The US Department of Justice seized two months’ worth of phone records belonging to journalists in May, in an act the news agency’s CEO condemned as a “massive and unprecedented intrusion.”

Attorney General Eric Holder commented following the exposure that the leaking of intelligence out of the CIA and to AP was a major blow to the US and put the nation’s security at risk.

It was widely believed that phone records were obtained as part of a criminal investigation into leaked information about a CIA operation in Yemen that unraveled an Al-Qaeda plot in the spring of 2012.

AP President and CEO Gary Pruitt said earlier this month that sources have stopped speaking to the agency, and that “longtime trusted sources” were becoming anxious about conversing with AP, even on issues unrelated to national security.

Deputy National Security Adviser John Brennan.(Reuters / Jason Reed)

The leaking of the 'Honor the Oath' memo to AP emerges in the fallout of Snowden’s release of documents outlining the wide-scale surveillance efforts of the US government.
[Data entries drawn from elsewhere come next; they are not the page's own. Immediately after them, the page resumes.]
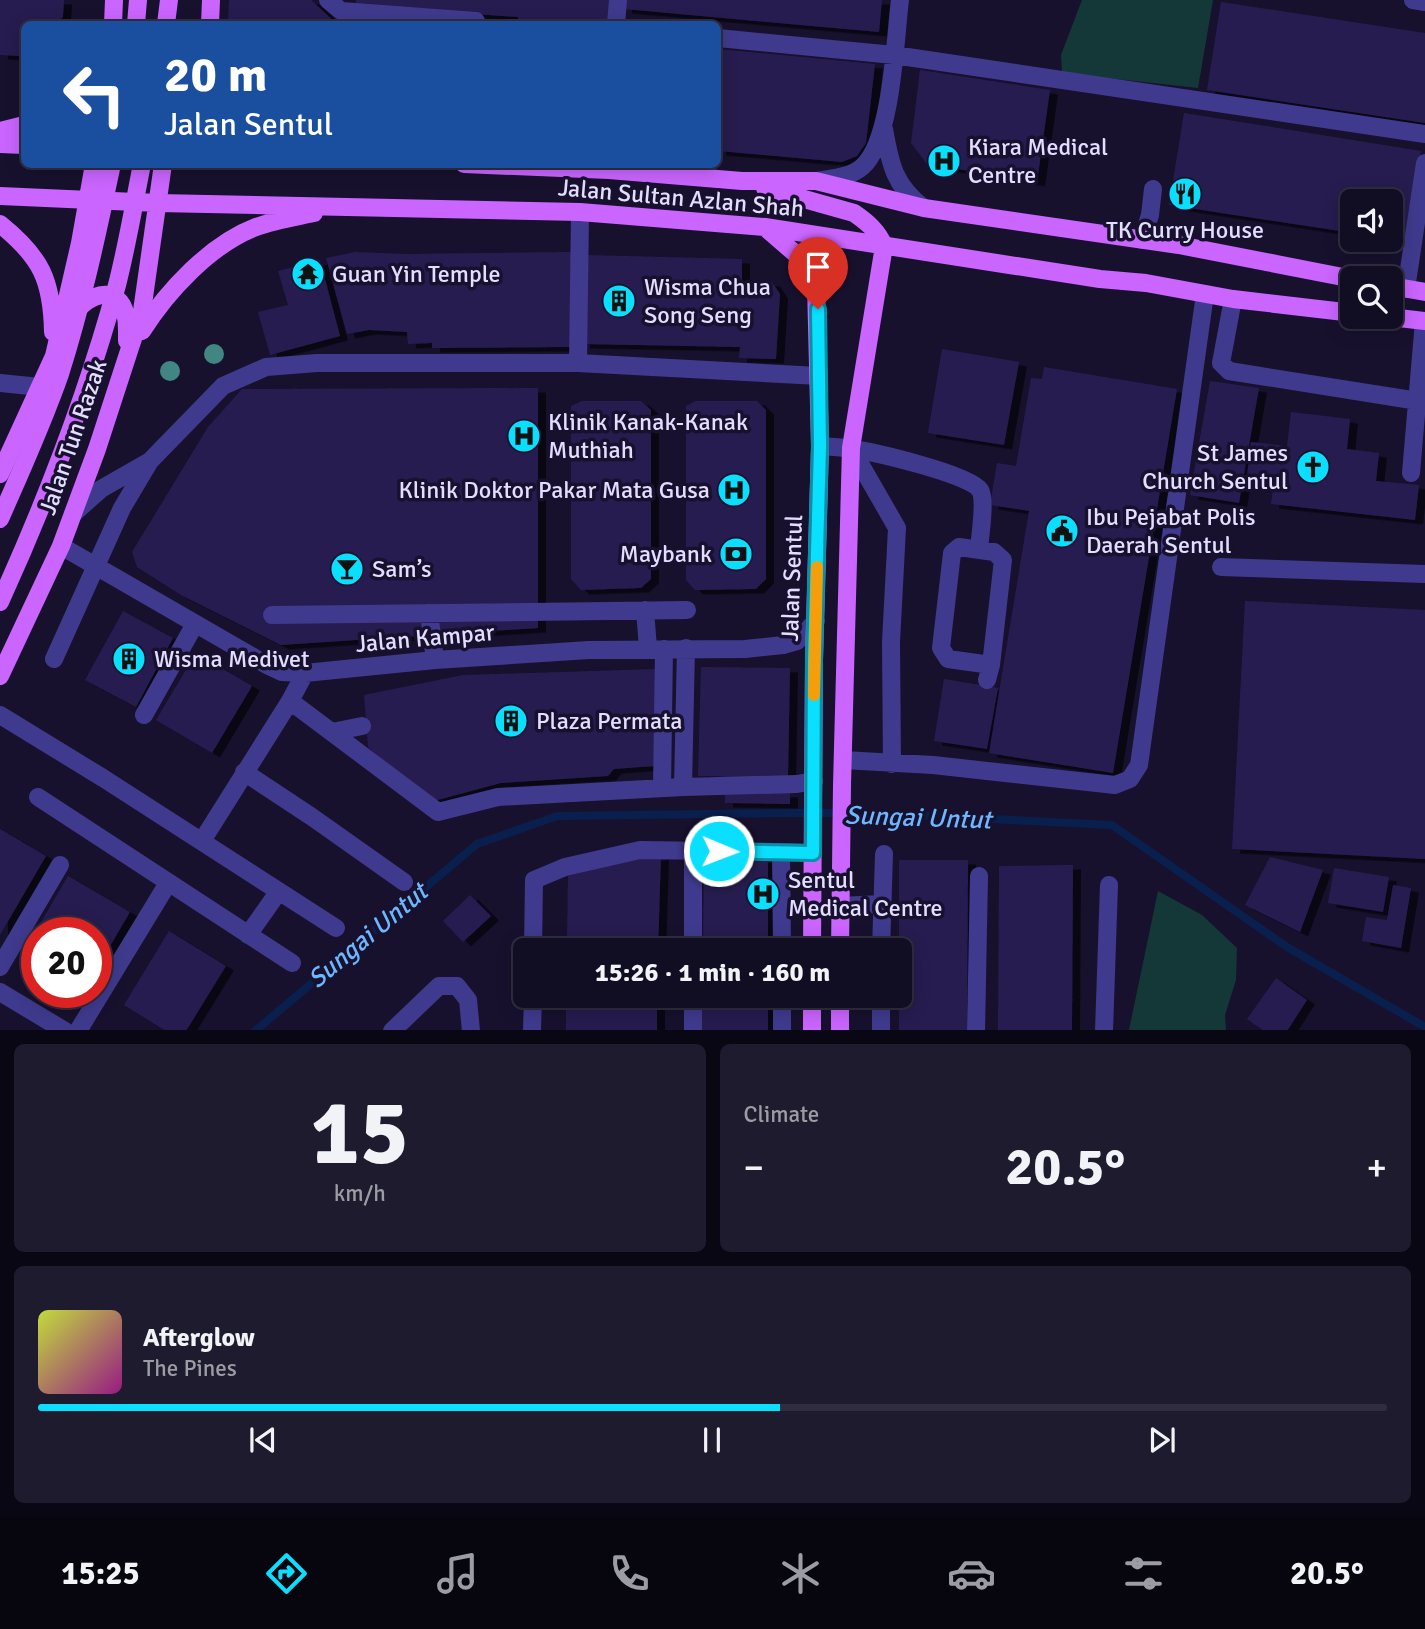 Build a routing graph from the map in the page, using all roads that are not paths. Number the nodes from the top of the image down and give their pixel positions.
1 (114, 0) edge
2 (138, 0) edge
3 (169, 0) edge
4 (211, 0) edge
5 (328, 0) edge
6 (618, 0) edge
7 (901, 0) edge
8 (1413, 0) edge
9 (1425, 2) edge
10 (113, 21) edge
11 (135, 21) edge
12 (166, 21) edge
13 (210, 21) edge
14 (477, 21) edge
15 (616, 21) edge
16 (721, 38) edge
17 (894, 55) junction
18 (21, 126) edge
19 (884, 129) junction
20 (0, 131) edge
21 (1425, 134) edge
22 (0, 144) edge
23 (21, 145) edge
24 (1425, 163) edge
25 (93, 168) edge
26 (111, 168) edge
27 (141, 168) edge
28 (162, 168) edge
29 (618, 168) edge
30 (742, 181) junction
31 (816, 181) junction
32 (1153, 189) dead end
33 (0, 196) edge
34 (88, 199) junction
35 (158, 203) junction
36 (339, 207) junction
37 (925, 208) junction
38 (580, 212) junction
39 (0, 224) edge
40 (765, 227) junction
41 (1142, 240) junction
42 (884, 246) junction
43 (1403, 269) edge
44 (1340, 277) edge
45 (1403, 289) edge
46 (1425, 292) edge
47 (1205, 294) junction
48 (1233, 299) junction
49 (1340, 311) edge
50 (1403, 319) edge
51 (1424, 321) edge
52 (127, 355) junction
53 (54, 356) junction
54 (578, 363) junction
55 (819, 376) junction
56 (0, 383) edge
57 (40, 387) junction
58 (1419, 401) junction
59 (820, 446) junction
60 (851, 448) junction
61 (150, 461) junction
62 (1411, 473) dead end
63 (0, 474) edge
64 (73, 514) junction
65 (0, 519) edge
66 (61, 546) junction
67 (979, 549) junction
68 (94, 566) junction
69 (1221, 567) dead end
70 (1425, 574) edge
71 (0, 602) edge
72 (645, 610) junction
73 (687, 610) dead end
74 (429, 613) junction
75 (272, 615) dead end
76 (816, 621) junction
77 (195, 624) junction
78 (656, 648) junction
79 (686, 648) junction
80 (54, 659) dead end
81 (435, 660) junction
82 (305, 673) junction
83 (0, 676) edge
84 (290, 701) junction
85 (0, 715) edge
86 (144, 715) dead end
87 (362, 726) dead end
88 (332, 732) junction
89 (843, 760) junction
90 (892, 764) junction
91 (244, 772) junction
92 (814, 785) junction
93 (683, 787) junction
94 (662, 788) junction
95 (38, 797) dead end
96 (202, 841) junction
97 (693, 851) junction
98 (813, 851) junction
99 (781, 852) junction
100 (884, 854) dead end
101 (60, 865) dead end
102 (979, 876) dead end
103 (167, 883) junction
104 (404, 883) dead end
105 (1109, 885) dead end
106 (279, 891) junction
107 (881, 904) junction
108 (841, 906) junction
109 (336, 928) dead end
110 (248, 935) junction
111 (533, 938) edge
112 (693, 938) edge
113 (782, 938) edge
114 (812, 938) edge
115 (840, 938) edge
116 (881, 938) edge
117 (292, 963) dead end
118 (0, 967) edge
119 (0, 992) edge
120 (533, 1008) edge
121 (693, 1008) edge
122 (782, 1008) edge
123 (812, 1008) edge
124 (840, 1008) edge
125 (881, 1008) edge
126 (63, 1030) edge
127 (79, 1030) edge
128 (393, 1030) edge
129 (471, 1030) edge
130 (532, 1030) edge
131 (694, 1030) edge
132 (782, 1030) edge
133 (812, 1030) edge
134 (840, 1030) edge
135 (881, 1030) edge
136 (976, 1030) edge
137 (1104, 1030) edge

1 - 10 main road
2 - 11 main road
3 - 12 main road
4 - 13 main road
5 - 14 street
6 - 15 street
7 - 17 street
8 - 9 street
16 - 17 street
17 - 19 street
17 - 21 street
18 - 20 main road
19 - 31 street
19 - 37 street
22 - 23 main road
24 - 43 street
25 - 34 main road, Jalan Tun Razak
26 - 65 main road, Jalan Tun Razak, bridge
27 - 71 main road, Jalan Tun Razak, bridge
28 - 35 main road, Jalan Tun Razak
29 - 30 main road, Jalan Sultan Azlan Shah
30 - 31 main road, Jalan Sultan Azlan Shah
30 - 42 main road
31 - 37 main road, Jalan Sultan Azlan Shah
32 - 41 street
33 - 34 main road, Jalan Sultan Azlan Shah
34 - 35 main road, Jalan Sultan Azlan Shah
34 - 53 main road, Jalan Tun Razak
35 - 36 main road, Jalan Sultan Azlan Shah
35 - 52 main road, Jalan Tun Razak
36 - 38 main road, Jalan Sultan Azlan Shah
36 - 52 main road
37 - 41 main road, Jalan Sultan Azlan Shah
38 - 40 main road, Jalan Sultan Azlan Shah
38 - 54 street
39 - 53 main road
40 - 42 main road, Jalan Sultan Azlan Shah
40 - 55 main road, Jalan Sentul
41 - 44 main road, Jalan Sultan Azlan Shah
42 - 47 main road, Jalan Sultan Azlan Shah
42 - 60 main road
45 - 46 main road
47 - 48 main road, Jalan Sultan Azlan Shah
47 - 90 street
48 - 49 main road, Jalan Sultan Azlan Shah
48 - 58 street
50 - 51 main road
51 - 58 street
52 - 53 main road
52 - 64 main road, Jalan Tun Razak
53 - 57 main road, Jalan Tun Razak
54 - 55 street
54 - 61 street
55 - 59 main road, Jalan Sentul
56 - 57 street
57 - 63 main road, Jalan Tun Razak
58 - 62 street
59 - 60 street
59 - 76 main road, Jalan Sentul
60 - 67 street
60 - 89 main road
60 - 90 street
61 - 64 street
61 - 68 street
64 - 66 main road, Jalan Tun Razak
66 - 68 street, Jalan Kampar
66 - 83 main road, Jalan Tun Razak
67 - 67 street
68 - 77 street, Jalan Kampar
68 - 80 street
69 - 70 street
72 - 73 street
72 - 74 street
72 - 78 street
74 - 75 street
74 - 81 street
76 - 79 street, Jalan Kampar
76 - 92 main road, Jalan Sentul
77 - 82 street, Jalan Kampar
77 - 86 street
78 - 79 street, Jalan Kampar
78 - 81 street, Jalan Kampar
78 - 94 street
79 - 93 street
81 - 82 street, Jalan Kampar
82 - 84 street
84 - 88 street
84 - 91 street
85 - 96 street
87 - 88 street
88 - 94 street
89 - 90 street
89 - 108 main road
91 - 96 street
91 - 104 street
92 - 93 street
92 - 98 main road, Jalan Sentul
93 - 94 street
95 - 103 street
96 - 106 street
97 - 99 street
97 - 111 street
97 - 112 street
98 - 99 street
98 - 114 main road, Jalan Sentul
99 - 113 street
100 - 107 street
101 - 118 street
102 - 136 street
103 - 110 street
103 - 127 street
105 - 137 street
106 - 109 street
106 - 110 street
107 - 108 street
107 - 116 street
108 - 115 main road
110 - 117 street
119 - 126 street
120 - 130 street
121 - 131 street
122 - 132 street
123 - 133 main road
124 - 134 main road
125 - 135 street
128 - 129 street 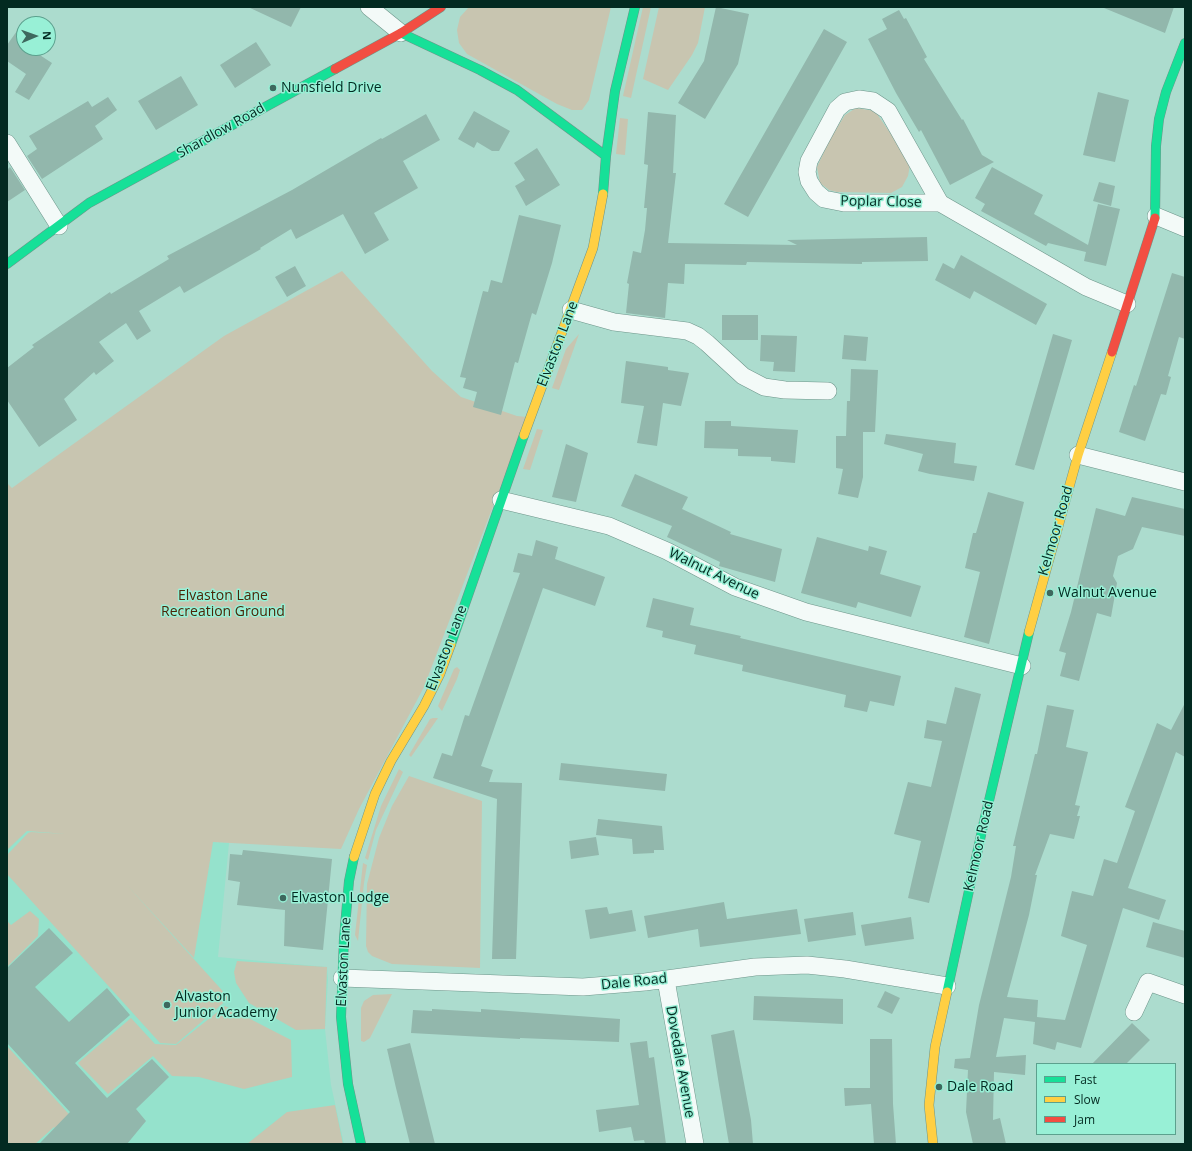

He reportedly used a simple USB flash drive to distribute the information.

However, since the 2008 Buckshot Yankee incident, known as “the worst breach of military computers in history,” there has been a ban on flash drives in the organization. A worm named agent.btz was uploaded to the computer network, which the government took over a year to get rid of.

On Saturday, the White House granted some exceptions to the USB ban, allowing staff members who administer secure computer networks to use the USB ports, according to Reuters. The use of flash drives remains legally barred and most users have restricted profiles, with their computers not capable of recognizing either flash drives or similarly portable devices, including BlackBerrys, that may be plugged into USB ports.

Snowden leaked top-secret documents to the Washington Post and the Guardian that demonstrated the existence of the US National Security Agency’s extensive spying program called PRISM. The program was designed to collect information about digital communications allowing real-time online surveillance of US citizens. He has been charged with violating the 1917 Espionage Act.

Leaking has plagued the security agency over the past year as various officials have stepped forward to reveal pieces of information about CIA operations.

A leaked CIA memo dated April 2012 showed that George Bush knew that US torture equated to “war crime.”According to a secret memo obtained by Wired magazine, dated February 15, 2006, State Department counselor Philip Zelikow warned the White House that controversial interrogation techniques such as water boarding, stress positions and cramped confinement are prohibited under US law.

“Under American law, there is no precedent for excusing treatment that is intrinsically ‘cruel’, even if the state asserts compelling need to use it,” the memo said.

A film released last year entitled titled Zero Dark Thirty, covers last year’s raid by US commandos on the Pakistani compound where Osama Bin Laden was hiding. Hollywood filmmakers had been given information about the operation that had been previously undisclosed, sparking a senate investigation. 

A US government source told Reuters last August that US President Barack Obama had signed a secret order allowing the CIA and other American agencies to support rebels seeking to overthrow the Assad regime.